**ASSIGNMENT:**
Find the lines below that include the word "async" and state how many there are, adding nothing.

(Collected data entries)
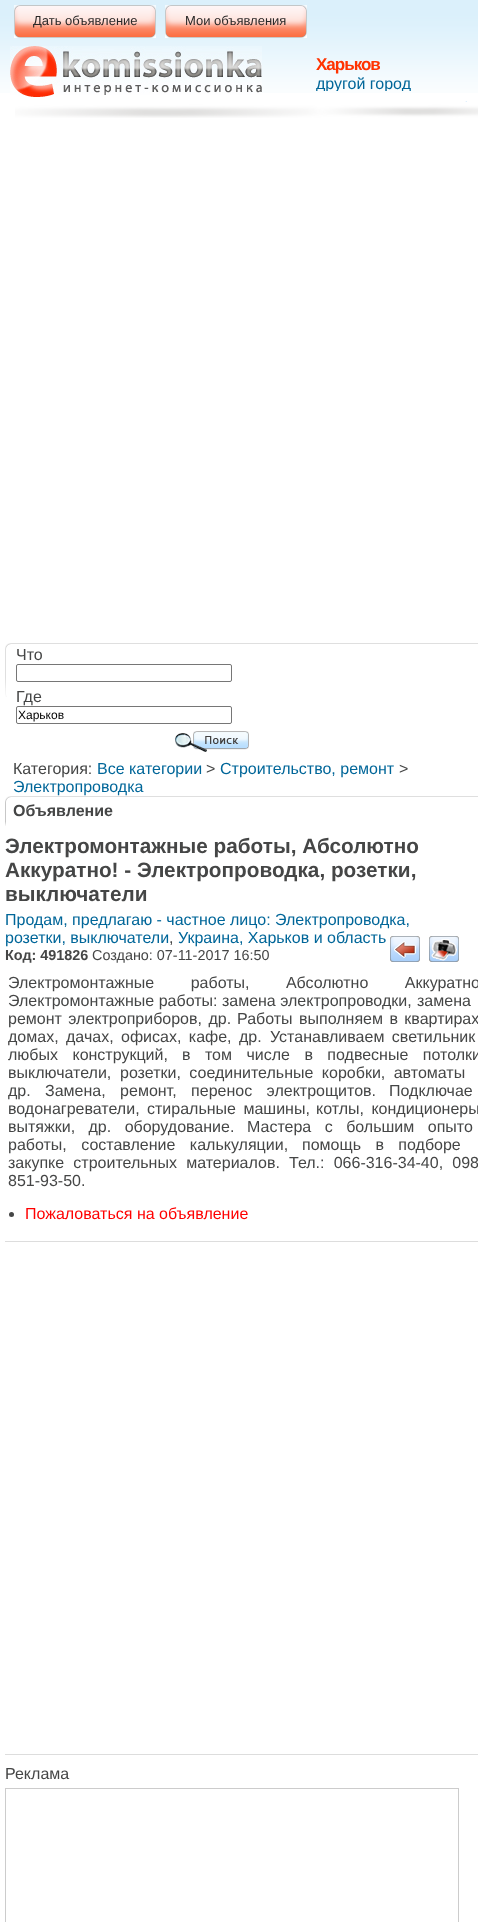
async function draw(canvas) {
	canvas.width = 478;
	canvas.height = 1922;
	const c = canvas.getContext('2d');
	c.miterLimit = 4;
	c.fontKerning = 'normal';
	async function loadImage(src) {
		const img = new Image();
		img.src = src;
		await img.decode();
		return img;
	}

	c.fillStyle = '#fff';
	c.fillRect(0, 0, 478, 1922);
	c.drawImage(await loadImage('img1.png'), 0, 0, 478, 93);
	c.drawImage(await loadImage('img2.png'), 15, 101, 463, 17);
	c.drawImage(await loadImage('img3.png'), 14, 5, 142, 33);
	c.font = '13px Liberation Sans';
	c.fillStyle = '#2a2828';
	c.fillText('Дать объявление', 33, 25);
	c.drawImage(await loadImage('img3.png'), 165, 5, 142, 33);
	c.fillText('Мои объявления', 185, 25);
	c.drawImage(await loadImage('img4.png'), 10, 46, 252, 51);
	c.letterSpacing = '-1px';
	c.font = 'bold 17px Liberation Sans';
	c.fillStyle = '#f30';
	c.fillText('Харьков', 316, 70);
	c.save();
	c.beginPath();
	c.rect(316, 0, 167, 91);
	c.clip();
	c.letterSpacing = '0px';
	c.font = '16px Liberation Sans';
	c.fillStyle = '#069';
	c.fillText('другой город', 316, 89);
	c.restore();
	c.drawImage(await loadImage('img5.png'), 5, 643, 473, 54);
	c.letterSpacing = '0px';
	c.font = '16px Liberation Sans';
	c.fillStyle = '#454646';
	c.fillText('Что', 16, 660);
	c.beginPath();
	c.roundRect(16.5, 664.5, 215, 17, 1.5);
	c.strokeStyle = '#767676';
	c.stroke();
	c.fillText('Где', 16, 702);
	c.beginPath();
	c.roundRect(16.5, 706.5, 215, 17, 1.5);
	c.stroke();
	c.font = '12px Liberation Sans';
	c.fillStyle = '#000';
	c.fillText('Харьков', 18, 719);
	c.drawImage(await loadImage('img6.png'), 175, 731, 74, 21);
	c.font = '16px Liberation Sans';
	c.fillStyle = '#454646';
	c.fillText('Категория:', 13, 774);
	c.fillStyle = '#069';
	c.fillText('Все категории', 97, 774);
	c.fillStyle = '#454646';
	c.fillText('>', 206, 774);
	c.fillStyle = '#069';
	c.fillText('Строительство, ремонт', 220, 774);
	c.fillStyle = '#454646';
	c.fillText('>', 399, 774);
	c.fillStyle = '#069';
	c.fillText('Электропроводка', 13, 792);
	c.drawImage(await loadImage('img7.png'), 5, 796, 473, 30);
	c.font = 'bold 16px Liberation Sans';
	c.fillStyle = '#454646';
	c.fillText('Объявление', 13, 816);
	c.font = 'bold 20.75px Liberation Sans';
	for (const [text, x, y] of [
		['Электромонтажные работы, Абсолютно', 5, 853],
		['Аккуратно! - Электропроводка, розетки,', 5, 877],
		['выключатели', 5, 901],
	]) {
		c.fillText(text, x, y);
	}
	c.font = '16px Liberation Sans';
	c.fillStyle = '#069';
	c.fillText('Продам, предлагаю - частное лицо: Электропроводка,', 5, 925);
	c.fillText('розетки, выключатели', 5, 943);
	c.fillStyle = '#454646';
	c.fillText(',', 169, 943);
	c.fillStyle = '#069';
	c.fillText('Украина, Харьков и область', 178, 943);
	c.drawImage(await loadImage('img8.png'), 390, 936, 30, 26);
	c.drawImage(await loadImage('img9.png'), 429, 936, 30, 26);
	c.font = 'bold 14.4px Liberation Sans';
	c.fillStyle = '#454646';
	c.fillText('Код: 491826', 5, 960);
	c.font = '14.4px Liberation Sans';
	c.fillText('Создано: 07-11-2017 16:50', 92, 960);
	c.fillStyle = '#ddd';
	c.fillRect(5, 1241, 473, 1);
	c.wordSpacing = '32px';
	c.font = '16px Liberation Sans';
	c.fillStyle = '#454646';
	c.fillText('Электромонтажные работы, Абсолютно Аккуратно', 8, 988);
	c.wordSpacing = '0px';
	c.fillText('Электромонтажные работы: замена электропроводки,', 8, 1006);
	c.fillText('замена', 417, 1006);
	c.wordSpacing = '2px';
	c.fillText('ремонт электроприборов, др.', 8, 1024);
	c.fillText('Работы выполняем в квартирах', 237, 1024);
	c.wordSpacing = '3px';
	for (const [text, x, y] of [
		['домах, дачах,', 8, 1042],
		['офисах, кафе, др.', 121, 1042],
		['Устанавливаем светильник', 270, 1042],
	]) {
		c.fillText(text, x, y);
	}
	c.wordSpacing = '10px';
	c.fillText('любых конструкций,', 8, 1060);
	c.fillText('в том числе в подвесные потолки', 182, 1060);
	c.wordSpacing = '0px';
	c.fillText('выключатели,', 8, 1078);
	c.wordSpacing = '4px';
	c.fillText('розетки, соединительные коробки, автоматы', 120, 1078);
	c.wordSpacing = '0px';
	c.fillText('др.', 8, 1096);
	c.wordSpacing = '10px';
	c.fillText('Замена, ремонт, перенос электрощитов.', 45, 1096);
	c.wordSpacing = '0px';
	c.fillText('Подключае', 389, 1096);
	c.wordSpacing = '3px';
	c.fillText('водонагреватели, стиральные машины,', 8, 1114);
	c.fillText('котлы, кондиционеры', 316, 1114);
	c.wordSpacing = '9px';
	c.fillText('вытяжки, др. оборудование.', 8, 1132);
	c.fillText('Мастера с большим опыто', 247, 1132);
	c.wordSpacing = '10px';
	c.fillText('работы, составление калькуляции,', 8, 1150);
	c.fillText('помощь в подборе', 302, 1150);
	c.wordSpacing = '4.75px';
	c.fillText('закупке строительных материалов. Тел.: 066-316-34-40, 098', 8, 1168);
	c.wordSpacing = '0px';
	c.fillText('851-93-50.', 8, 1186);
	c.beginPath();
	c.arc(11.5, 1214.5, 2.5, 0, 2 * Math.PI);
	c.fill();
	c.fillStyle = '#f00';
	c.fillText('Пожаловаться на объявление', 25, 1219);
	c.fillStyle = '#ddd';
	c.fillRect(5, 1754, 473, 1);
	c.fillStyle = '#454646';
	c.fillText('Реклама', 5, 1779);
	c.strokeStyle = '#ccc';
	c.strokeRect(5.5, 1788.5, 453, 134);
}

draw(document.querySelector('canvas'));
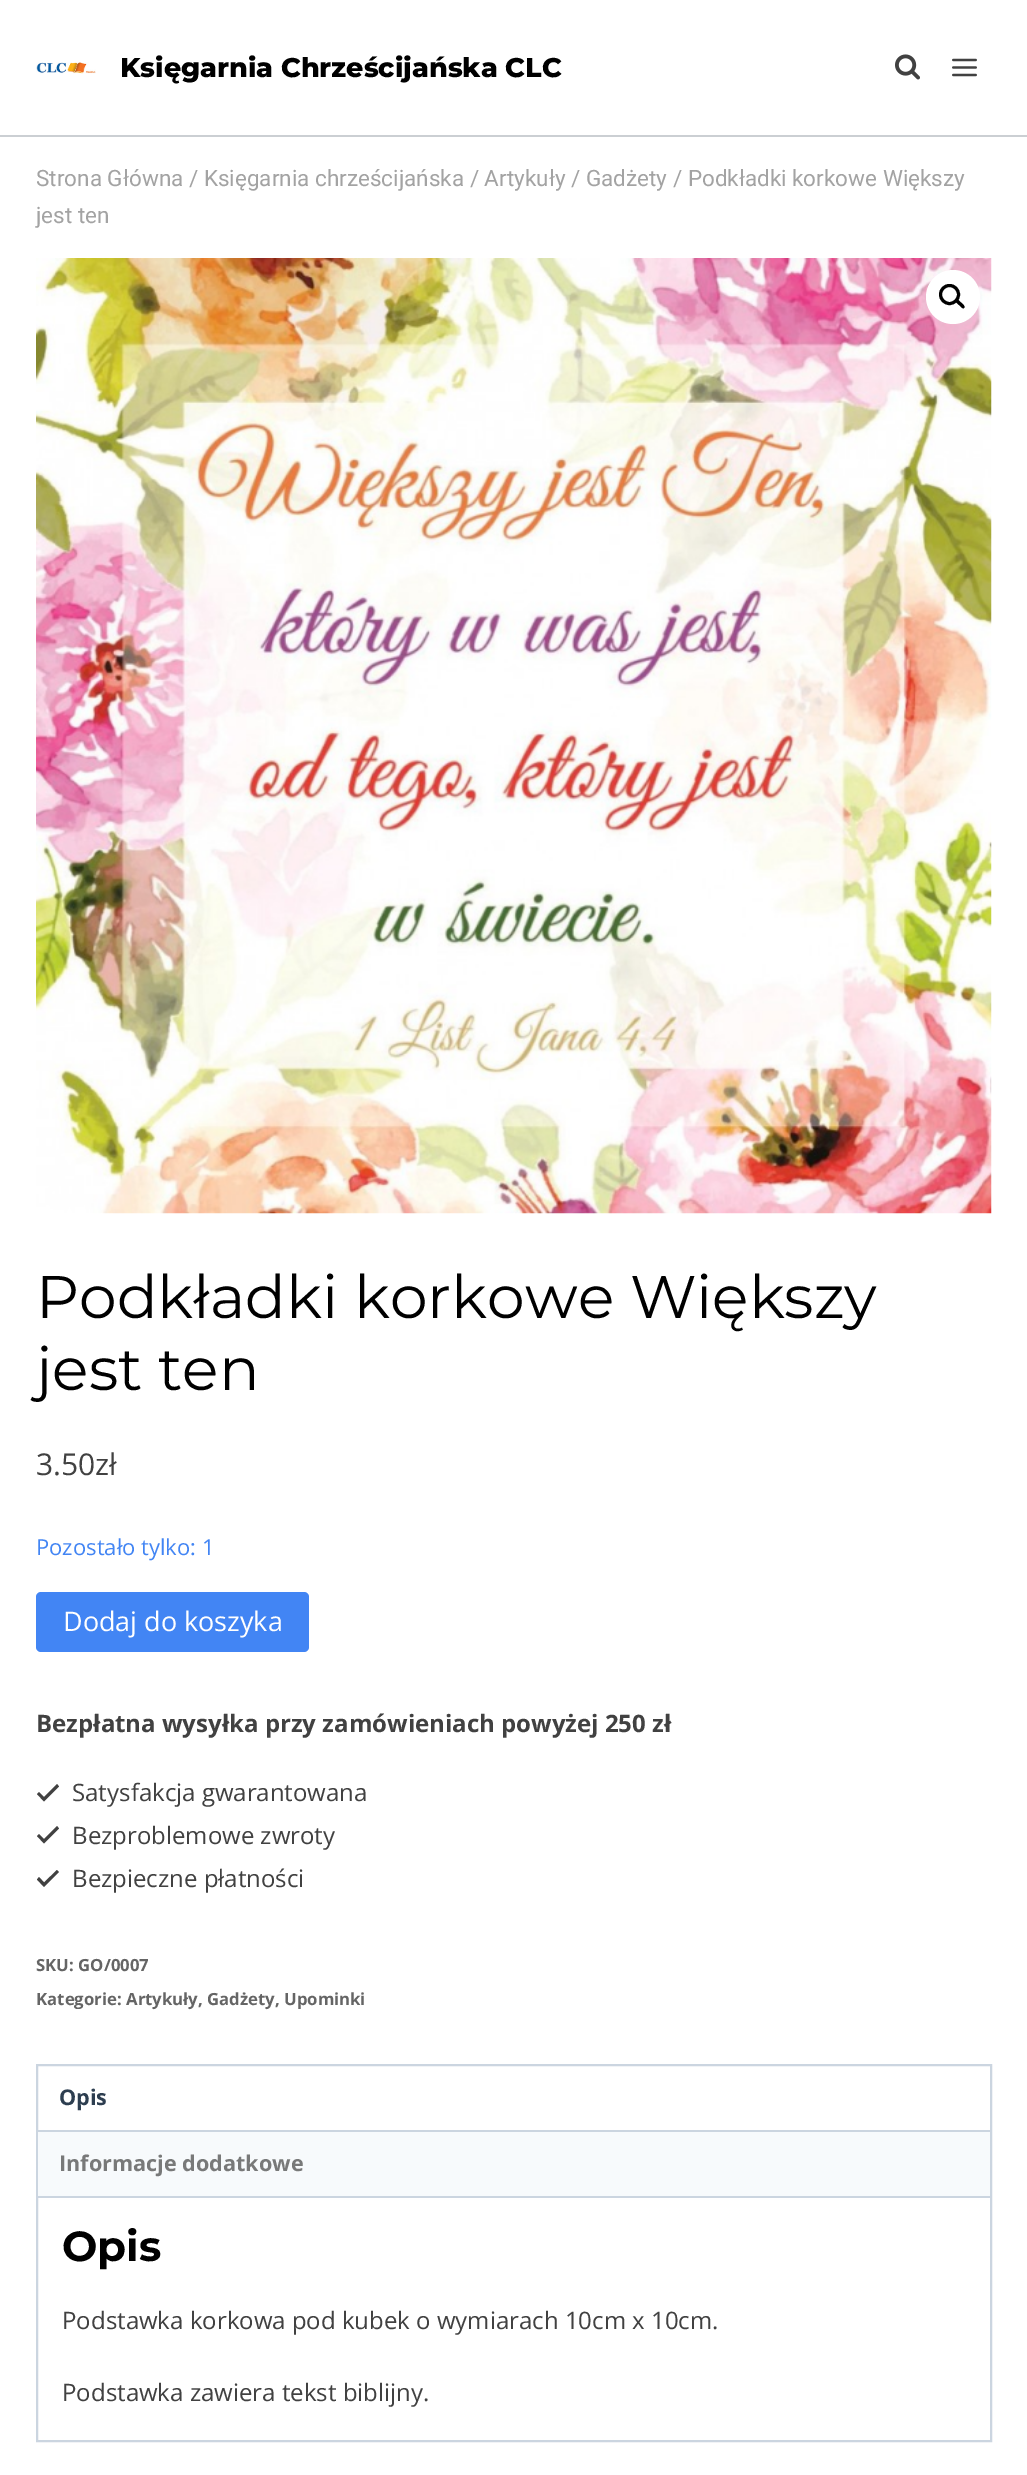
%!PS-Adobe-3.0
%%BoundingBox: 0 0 1027 2475
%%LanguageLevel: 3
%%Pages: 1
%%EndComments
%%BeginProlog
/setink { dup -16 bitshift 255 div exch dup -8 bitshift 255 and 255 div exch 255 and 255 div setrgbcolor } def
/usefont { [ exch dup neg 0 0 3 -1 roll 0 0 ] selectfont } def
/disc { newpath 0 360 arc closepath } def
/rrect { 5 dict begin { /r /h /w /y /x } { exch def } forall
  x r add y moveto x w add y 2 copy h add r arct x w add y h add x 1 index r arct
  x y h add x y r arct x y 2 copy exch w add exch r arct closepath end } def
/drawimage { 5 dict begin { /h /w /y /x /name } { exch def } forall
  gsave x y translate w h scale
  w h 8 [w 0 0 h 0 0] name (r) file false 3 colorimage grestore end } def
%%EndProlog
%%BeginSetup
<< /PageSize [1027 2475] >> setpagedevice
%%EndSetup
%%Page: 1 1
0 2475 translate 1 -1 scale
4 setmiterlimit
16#FFFFFF setink
0 0 1027 2475 rectfill
16#CBCFD3 setink
0 135 1027 2 rectfill
(img1.raw) 36 62 60 12 drawimage
/Montserrat-ExtraBold 27 usefont
16#000000 setink
120 77 moveto (Księgarnia Chrześcijańska CLC) show
(img2.raw) 895 54 25 26 drawimage
(img3.raw) 952 58 25 19 drawimage
/Roboto-Regular 22.5 usefont
16#A3A3A3 setink
36 186 moveto (Strona Główna / Księgarnia chrześcijańska / Artykuły / Gadżety / Podkładki korkowe Większy) show
36 223 moveto (jest ten) show
(img4.raw) 36 258 956 956 drawimage
16#FFFFFF setink
953 297 27 disc fill
16#000000 setink
3 setlinewidth
949.5 294.5 9 disc stroke
956 299.5 moveto 957.5 298 960 302 961 302.5 curveto 962 303.5 966 306.5 964 308 curveto 962.5 309.5 960 305.5 959 305 curveto 958 304 954 301 956 299.5 curveto closepath fill
/Montserrat-Regular 60 usefont
36 1318 moveto (Podkładki korkowe Większy) show
36 1390 moveto (jest ten) show
/OpenSans-Regular 30 usefont
16#414141 setink
36 1475 moveto (3.50zł) show
/OpenSans-Regular 22 usefont
16#4285F4 setink
36 1555 moveto (Pozostało tylko: 1) show
36 1592 273 60 5 rrect fill
/OpenSans-Regular 27 usefont
16#FFFFFF setink
63 1631 moveto (Dodaj do koszyka) show
/OpenSans-Bold 24 usefont
16#414141 setink
36 1732 moveto (Bezpłatna wysyłka przy zamówieniach powyżej 250 zł) show
57 1784 moveto 44 1797 lineto 39 1792 lineto 37 1794 lineto 44 1801.5 lineto 59 1786.5 lineto closepath 57 1826 moveto 44 1839 lineto 39 1834 lineto 37 1836 lineto 44 1843.5 lineto 59 1828.5 lineto closepath fill
/OpenSans-Regular 24 usefont
72 1801 moveto (Satysfakcja gwarantowana) show
72 1844 moveto (Bezproblemowe zwroty) show
57 1870 moveto 44 1882.5 lineto 39 1877 lineto 37 1879.5 lineto 44 1887 lineto 59 1872 lineto closepath fill
72 1887 moveto (Bezpieczne płatności) show
/OpenSans-Bold 16.75 usefont
16#656565 setink
36 1971 moveto (SKU: GO/0007) show
36 2005 moveto (Kategorie: Artykuły, Gadżety, Upominki) show
16#CBD5E0 setink
2 setlinewidth
37 2065 954 376 rectstroke
38 2130 952 2 rectfill
/OpenSans-Bold 21.6 usefont
16#2D3E50 setink
59 2105 moveto (Opis) show
16#F7FAFC setink
38 2132 952 64 rectfill
16#CBD5E0 setink
38 2196 952 2 rectfill
16#787979 setink
59 2171 moveto (Informacje dodatkowe) show
/Montserrat-Bold 42 usefont
16#000000 setink
62 2261 moveto (Opis) show
/OpenSans-Regular 24 usefont
16#414141 setink
62 2329 moveto (Podstawka korkowa pod kubek o wymiarach 10cm x 10cm.) show
62 2401 moveto (Podstawka zawiera tekst biblijny.) show
showpage
%%EOF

**RESPONSE TO THE EXERCISE:**
2